Visual Culture
Photographers Who Captured the Ecstasy and Abandon of Rave Culture
Matthew Smith, Sharing Cigarettes, Dream FM Pirate Radio Benefit, Labyrinth Dalston, London, 1994. © Youth Club. Courtesy of the Youth Club Archive.

Matthew Smith, Sharing Cigarettes, Dream FM Pirate Radio Benefit, Labyrinth Dalston, London, 1994. © Youth Club. Courtesy of the Youth Club Archive.

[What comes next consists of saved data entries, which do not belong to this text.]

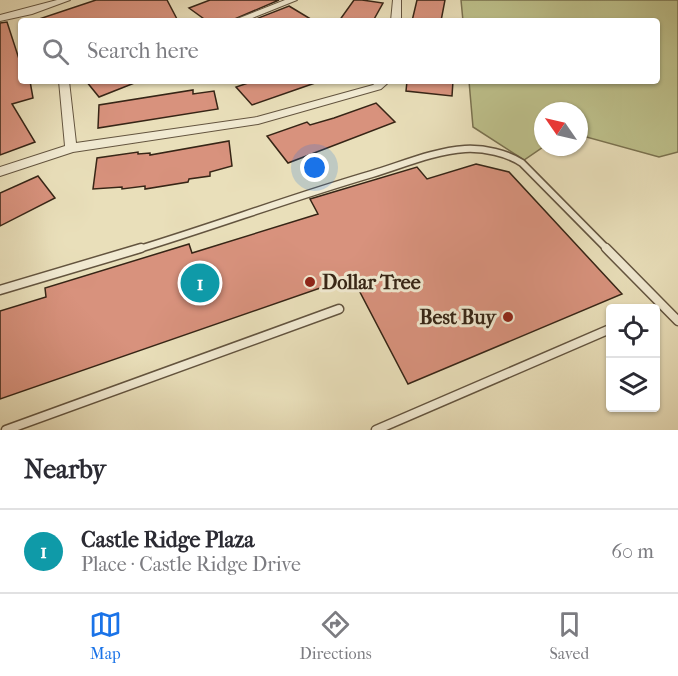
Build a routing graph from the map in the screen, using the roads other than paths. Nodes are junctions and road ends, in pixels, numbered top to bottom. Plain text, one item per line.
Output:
1 (66, 0) edge
2 (293, 0) edge
3 (397, 0) edge
4 (29, 12) junction
5 (0, 18) edge
6 (33, 18) edge
7 (245, 18) edge
8 (396, 18) edge
9 (64, 84) edge
10 (382, 84) edge
11 (71, 148) junction
12 (0, 172) edge
13 (0, 290) edge
14 (655, 304) edge
15 (339, 309) dead end
16 (660, 309) edge
17 (678, 321) edge
18 (606, 331) edge
19 (6, 430) edge
20 (376, 430) edge

1 - 4 street
2 - 7 street
3 - 8 street
4 - 5 street
4 - 6 street
9 - 11 street
10 - 11 street
11 - 12 street
13 - 14 lane
15 - 19 lane
16 - 17 lane
18 - 20 lane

In the summer of 1989, amid the sweltering heat of one of the driest summers in the U.K. in three centuries, the countercultural spirit of electronic dance parties, or raves, spread across the nation. That year, then-prime minister Margaret Thatcher celebrated a decade in power as the head of a conservative regime based on privatization and deregulation. Elsewhere, struggles for freedom marked the histories of nations, from the Tiananmen Square protests in China to the Baltic Way created by a human chain of demonstrators across Estonia, Latvia, and Lithuania. In several months, the Berlin Wall would fall.
Fed up with an increasingly virulent and conservative government, British youth—clad in oversized T-shirts, wide-legged JNCO pants, and Doc Martens boots—escaped to underground clubs; decrepit, abandoned buildings; and wide-open fields of grass to dance until dawn. Though the term “rave” had been coined 30 years earlier in London to describe raunchy beatnik parties, rave culture truly emerged with the spread of the British acid house scene during what would eventually be called the “Second Summer of Love” in 1988 and 1989. British raves of that period took cues from Detroit techno, Chicago house, queer nightlife, and the hippie ethos of Ibiza, all of which were thriving.
Confronted with a world they had no control over, ravers saw the parties as a means of freedom and self-possession. “Young people were turning their backs on the rat race and throwing themselves into a hedonistic rush of new music and new drugs,” reported the BBC in its 2006 documentary The Summer of Rave, 1989.
Though the influence of raves and dance music today reaches as far as Justin Bieber to Hood By Air, the thumping, repetitive beats of dance music once provoked derisive comments that linger in contemporary discussions around popular music. Dance music was seen as mimetic, mindless, and conformist. However, the history and impact of raves indicate otherwise: In the face of government crackdowns and discrimination, the progressive, utopian vision of the rave allowed diverse people of all races, genders, classes, and sexual orientation to commune in an increasingly fragmented world. Often tied to political and social movements worldwide, raves are more than just temporary escapes—they are places to be and become. Below, we feature several photographers who have captured the euphoric, liberal spirit of rave culture.

Matthew Smith

Photo by Matthew Smith. © Youth Club. Courtesy of the Youth Club Archive.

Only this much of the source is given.